Maestría en Felicidad: Claves y enseñanzas para recorrer el camino de la vida plena (Chamalú) Carta-6




Carta-6
Sin salud, nada tiene sentido. 
Respiro profundo, me siento vivo, agradezco el regalo de un nuevo día; escucho una melodía que me agrada. «Sin letra estaría mejor», pienso. 
La gente se aglomera, todos van en la misma dirección; escucho motores, bocinas, murmullos inentendibles, un camión se detiene sin apagar el motor, una mujer lleva tres niños a la escuela, va de prisa, ignora que el futuro de ellos está en otra parte.

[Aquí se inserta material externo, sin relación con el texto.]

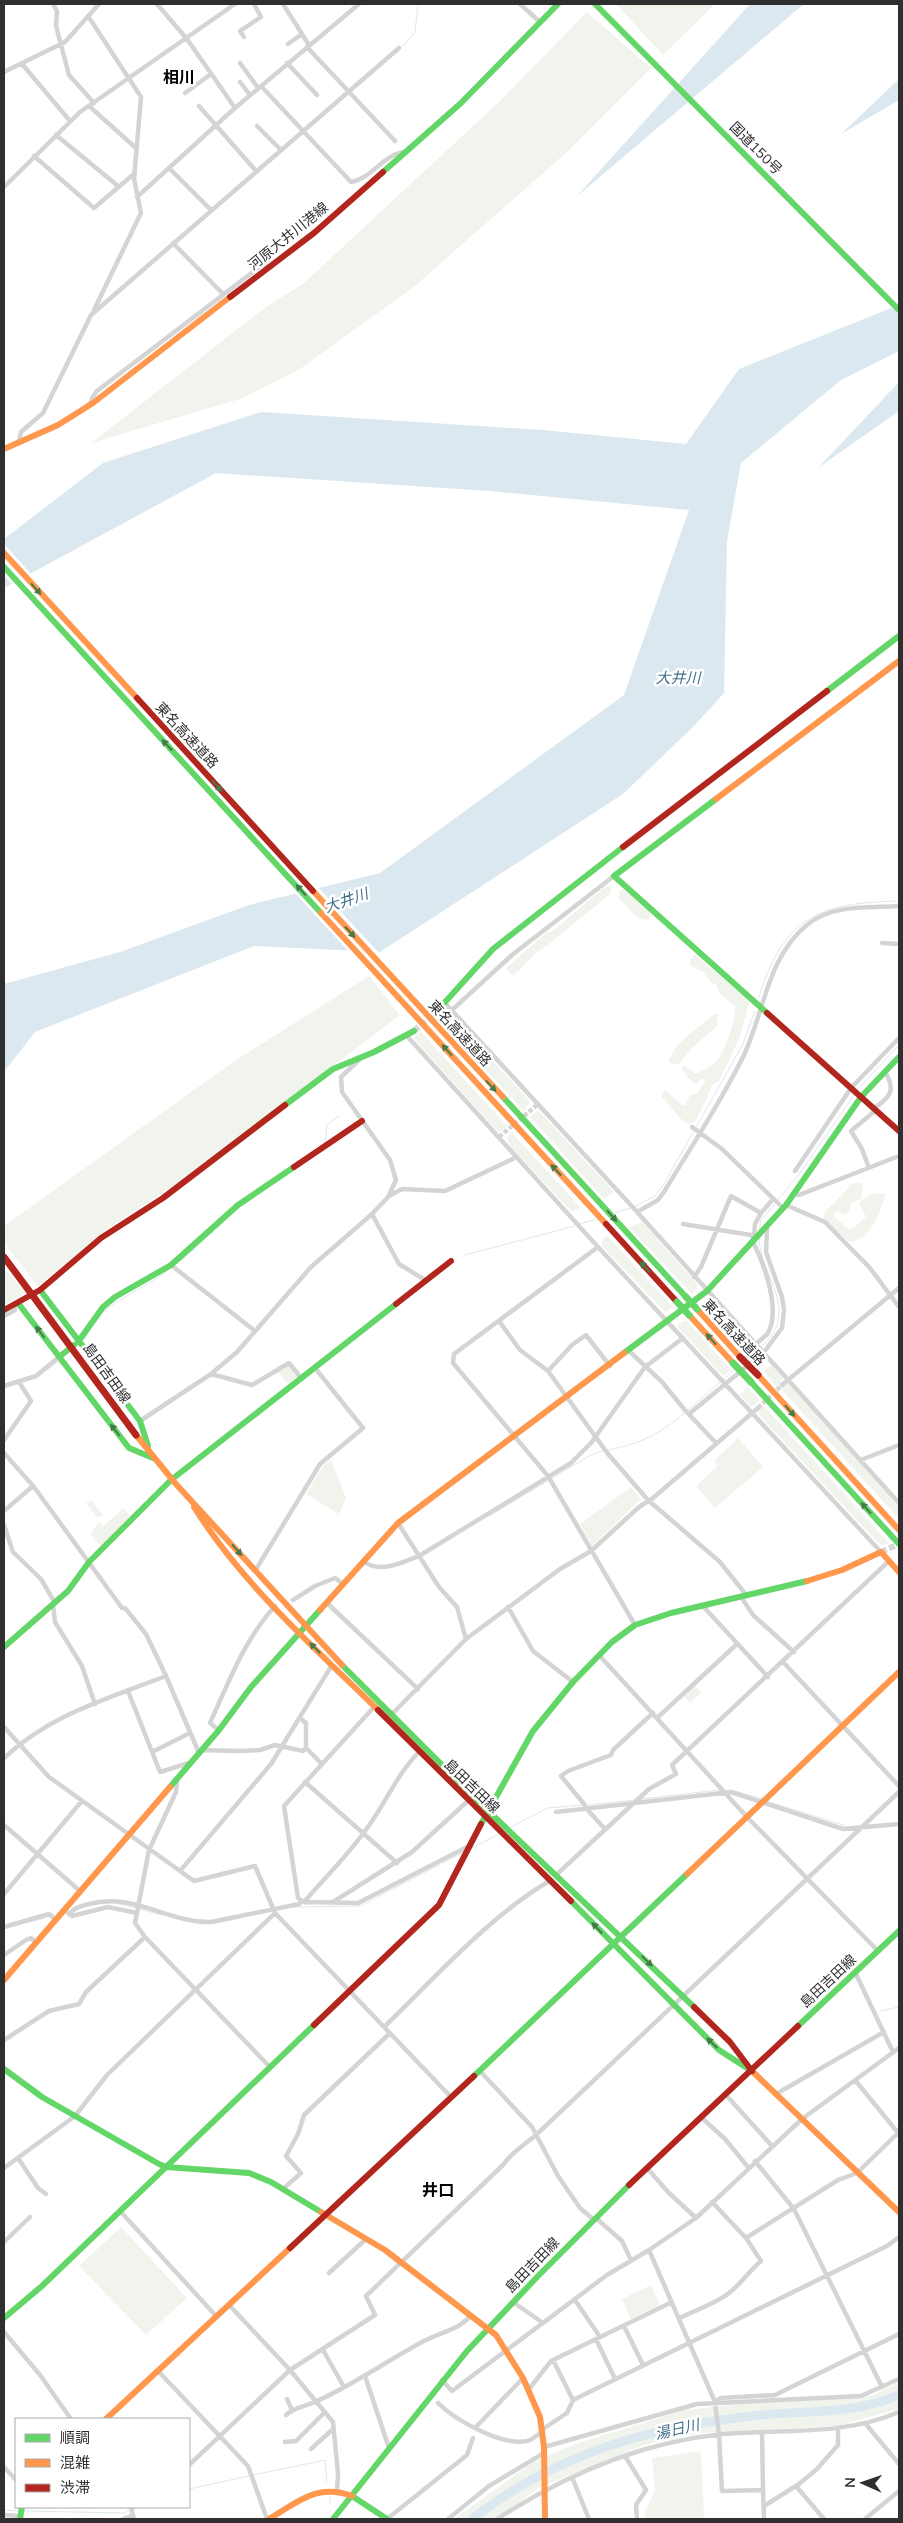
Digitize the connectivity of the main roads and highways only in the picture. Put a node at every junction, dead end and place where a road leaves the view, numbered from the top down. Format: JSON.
{"nodes":[{"id":1,"x":558,"y":4,"type":"edge"},
{"id":2,"x":595,"y":4,"type":"edge"},
{"id":3,"x":899,"y":310,"type":"edge"},
{"id":4,"x":4,"y":449,"type":"edge"},
{"id":5,"x":4,"y":553,"type":"edge"},
{"id":6,"x":4,"y":567,"type":"edge"},
{"id":7,"x":899,"y":636,"type":"edge"},
{"id":8,"x":899,"y":661,"type":"edge"},
{"id":9,"x":437,"y":1011,"type":"tunnel mouth"},
{"id":10,"x":414,"y":1031,"type":"tunnel mouth"},
{"id":11,"x":898,"y":1062,"type":"edge"},
{"id":12,"x":861,"y":1097,"type":"junction"},
{"id":13,"x":362,"y":1121,"type":"road end"},
{"id":14,"x":899,"y":1131,"type":"edge"},
{"id":15,"x":4,"y":1257,"type":"edge"},
{"id":16,"x":451,"y":1262,"type":"dead end"},
{"id":17,"x":40,"y":1290,"type":"junction"},
{"id":18,"x":17,"y":1303,"type":"junction"},
{"id":19,"x":4,"y":1310,"type":"edge"},
{"id":20,"x":81,"y":1345,"type":"junction"},
{"id":21,"x":62,"y":1361,"type":"junction"},
{"id":22,"x":153,"y":1458,"type":"junction"},
{"id":23,"x":171,"y":1480,"type":"junction"},
{"id":24,"x":191,"y":1502,"type":"junction"},
{"id":25,"x":899,"y":1530,"type":"edge"},
{"id":26,"x":899,"y":1544,"type":"edge"},
{"id":27,"x":899,"y":1572,"type":"edge"},
{"id":28,"x":305,"y":1627,"type":"junction"},
{"id":29,"x":300,"y":1633,"type":"junction"},
{"id":30,"x":4,"y":1647,"type":"edge"},
{"id":31,"x":899,"y":1672,"type":"edge"},
{"id":32,"x":486,"y":1813,"type":"junction"},
{"id":33,"x":554,"y":1877,"type":"junction"},
{"id":34,"x":899,"y":1931,"type":"edge"},
{"id":35,"x":621,"y":1936,"type":"junction"},
{"id":36,"x":612,"y":1945,"type":"junction"},
{"id":37,"x":4,"y":1980,"type":"edge"},
{"id":38,"x":4,"y":2069,"type":"edge"},
{"id":39,"x":752,"y":2071,"type":"junction"},
{"id":40,"x":166,"y":2167,"type":"junction"},
{"id":41,"x":899,"y":2212,"type":"edge"},
{"id":42,"x":326,"y":2215,"type":"junction"},
{"id":43,"x":4,"y":2318,"type":"edge"},
{"id":44,"x":488,"y":2328,"type":"junction"},
{"id":45,"x":107,"y":2418,"type":"edge"},
{"id":46,"x":352,"y":2496,"type":"junction"},
{"id":47,"x":268,"y":2519,"type":"edge"},
{"id":48,"x":333,"y":2519,"type":"edge"},
{"id":49,"x":387,"y":2519,"type":"edge"},
{"id":50,"x":545,"y":2519,"type":"edge"}],
"edges":[{"from":1,"to":4,"type":"main road","name":"河原大井川港線"},
{"from":2,"to":3,"type":"main road","name":"国道150号"},
{"from":5,"to":25,"type":"main road","name":"東名高速道路","one_way":true,"bridge":true},
{"from":26,"to":6,"type":"main road","name":"東名高速道路","one_way":true,"bridge":true},
{"from":7,"to":9,"type":"main road"},
{"from":8,"to":12,"type":"main road"},
{"from":10,"to":17,"type":"main road"},
{"from":11,"to":12,"type":"main road"},
{"from":12,"to":14,"type":"main road"},
{"from":12,"to":28,"type":"main road"},
{"from":13,"to":20,"type":"main road"},
{"from":15,"to":22,"type":"main road","name":"島田吉田線","bridge":true},
{"from":16,"to":23,"type":"main road"},
{"from":17,"to":18,"type":"main road"},
{"from":17,"to":20,"type":"main road"},
{"from":18,"to":19,"type":"main road"},
{"from":21,"to":18,"type":"main road","one_way":true},
{"from":20,"to":21,"type":"main road"},
{"from":20,"to":22,"type":"main road"},
{"from":22,"to":21,"type":"main road","one_way":true},
{"from":22,"to":23,"type":"main road","name":"島田吉田線"},
{"from":23,"to":24,"type":"main road","name":"島田吉田線"},
{"from":23,"to":30,"type":"main road"},
{"from":24,"to":28,"type":"main road","name":"島田吉田線","one_way":true},
{"from":24,"to":29,"type":"main road","name":"島田吉田線"},
{"from":27,"to":32,"type":"main road"},
{"from":28,"to":29,"type":"main road"},
{"from":28,"to":32,"type":"main road","name":"島田吉田線"},
{"from":32,"to":29,"type":"main road","name":"島田吉田線","one_way":true},
{"from":29,"to":37,"type":"main road"},
{"from":31,"to":35,"type":"main road"},
{"from":32,"to":33,"type":"main road","name":"島田吉田線"},
{"from":32,"to":40,"type":"main road"},
{"from":33,"to":35,"type":"main road","name":"島田吉田線"},
{"from":36,"to":33,"type":"main road","name":"島田吉田線","one_way":true},
{"from":34,"to":39,"type":"main road","name":"島田吉田線"},
{"from":35,"to":36,"type":"main road"},
{"from":35,"to":39,"type":"main road","name":"島田吉田線","one_way":true},
{"from":39,"to":36,"type":"main road","name":"島田吉田線","one_way":true},
{"from":36,"to":42,"type":"main road"},
{"from":38,"to":40,"type":"main road"},
{"from":39,"to":41,"type":"main road"},
{"from":39,"to":44,"type":"main road","name":"島田吉田線"},
{"from":40,"to":42,"type":"main road"},
{"from":40,"to":43,"type":"main road"},
{"from":42,"to":44,"type":"main road"},
{"from":42,"to":45,"type":"main road"},
{"from":44,"to":46,"type":"main road","name":"島田吉田線"},
{"from":44,"to":50,"type":"main road"},
{"from":46,"to":47,"type":"main road"},
{"from":46,"to":48,"type":"main road","name":"島田吉田線"},
{"from":46,"to":49,"type":"main road"}]}
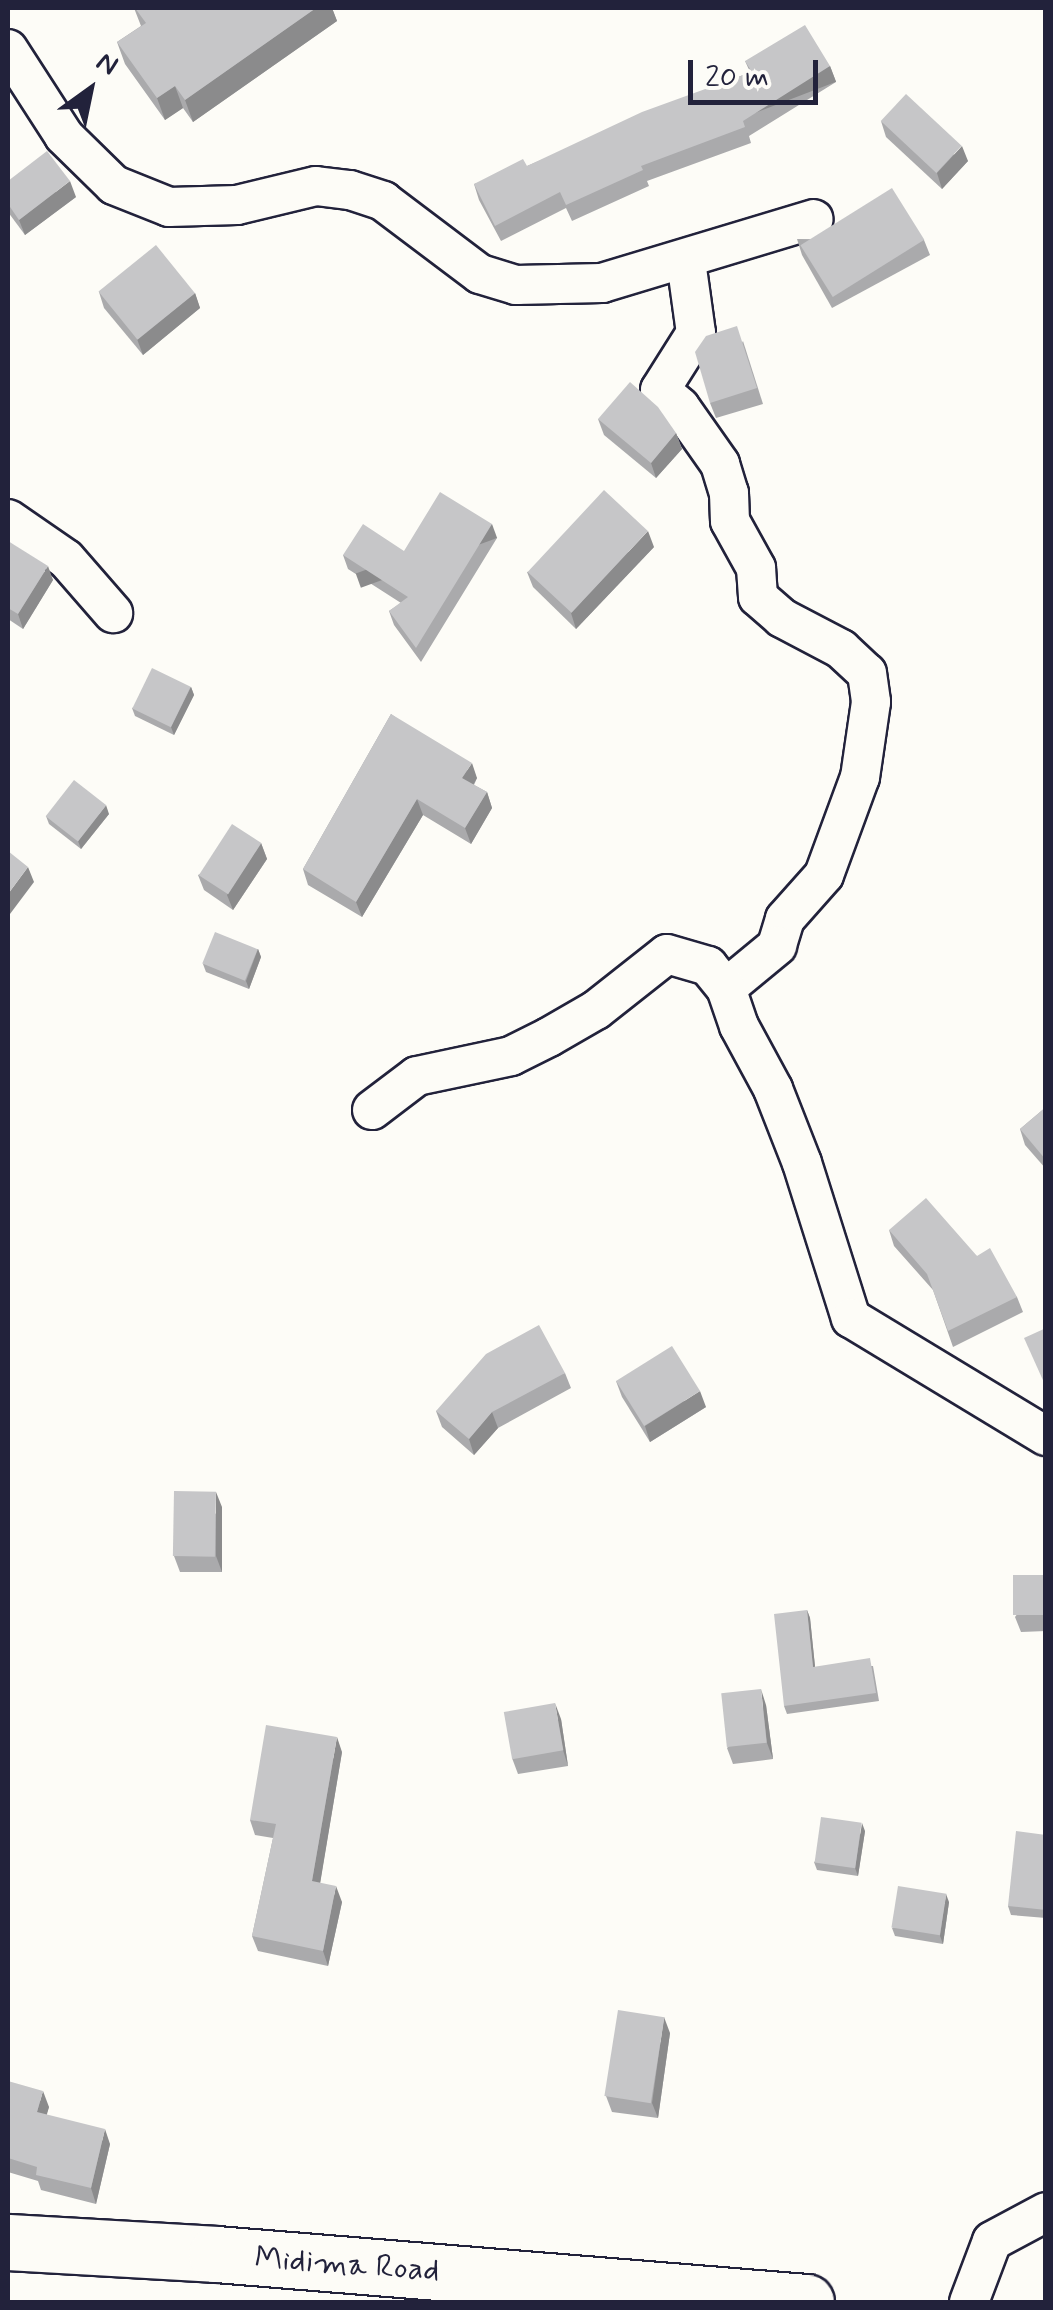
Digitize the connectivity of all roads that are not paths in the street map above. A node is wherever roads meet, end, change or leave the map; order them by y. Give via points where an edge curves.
1 (8, 48) edge
2 (814, 220) dead end
3 (686, 260) junction
4 (8, 519) edge
5 (113, 613) dead end
6 (726, 988) junction
7 (372, 1110) dead end
8 (1046, 1436) edge
9 (1046, 2212) edge
10 (8, 2242) edge
11 (806, 2302) edge
12 (969, 2302) edge

1 - 3 street via 64,136 114,185 169,208 237,205 316,186 350,190 383,201 480,274 516,285 602,283
2 - 3 street
3 - 6 street via 696,333 660,390 720,464 730,521 756,568 758,597 782,618 841,649 867,673 872,702 860,778 824,875 785,919 776,946
4 - 5 street via 66,559
6 - 7 street via 708,966 667,954 549,1037 511,1056 417,1076
6 - 8 street via 802,1163 851,1318
9 - 12 street via 992,2241
10 - 11 main road, Midima Road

Es extraño, casi nadie se cuestiona las cosas, casi nadie se pregunta, sospecho nuevamente: la ignorancia es alimentada desde afuera. Increíble, nos regalan un breve intervalo entre dos eternidades y nos lo contaminan, abreviando aún más ese paso fugaz llamado vida. Hoy quiero referirme a la salud, requisito para estar en este plano, usando el vehículo corporal que nos dieron. Me sorprende lo poco valorada que está la salud. La vida quedará derrotada si no aprende el humano a conservar su salud; su energía permanecerá machacada, la muerte es el escarmiento para quien no aprendió a administrar bien y oportunamente su salud. 
La salud es la esperanza celular navegando en un contexto de armonía; es la bodega visible del espíritu, envuelta con la sensibilidad que nos autoriza el placer, en conexión con la mente, libre de cadenas; la salud es el síntoma de haber aprendido a vivir, hilvanando lo invisible con lo sensorial; es la trasparencia corporal, traducida en brillo llamado felicidad; es la sinfonía que nuestros átomos deciden recrear para sincronizarse con el orden cósmico; es la ecuación perfecta que posibilita un funcionamiento armónico entre lo espiritual, lo mental, lo emocional, lo físico, lo social y la dimensión ecológica donde habita la Madre Tierra. 
La felicidad no es posible ni tiene sentido el éxito si no hemos tenido la capacidad, la habilidad para mantenernos sanos, de manera que el primer aprendizaje que requerimos todos, y con urgencia, es conocer el antiguo arte de conservar la salud. Ignorar este elemental conocimiento podría ser motivo para transitar un camino equivocado, incluso durante toda la vida. Aún recuerdo las muchas veces que recurrieron a mí personas de diferente nacionalidad y edad, generalmente en excelente posición financiera, que nos ofrecían incluso todo lo que tenían, a cambio de devolverles la salud. Lamentablemente, la mayoría de ellos tomaron conciencia demasiado tarde, porque todo tiene un tiempo, un punto de no retorno, de manera que cuando ya es demasiado tarde, la propia vitalidad del individuo determina la imposibilidad del retorno a la salud. 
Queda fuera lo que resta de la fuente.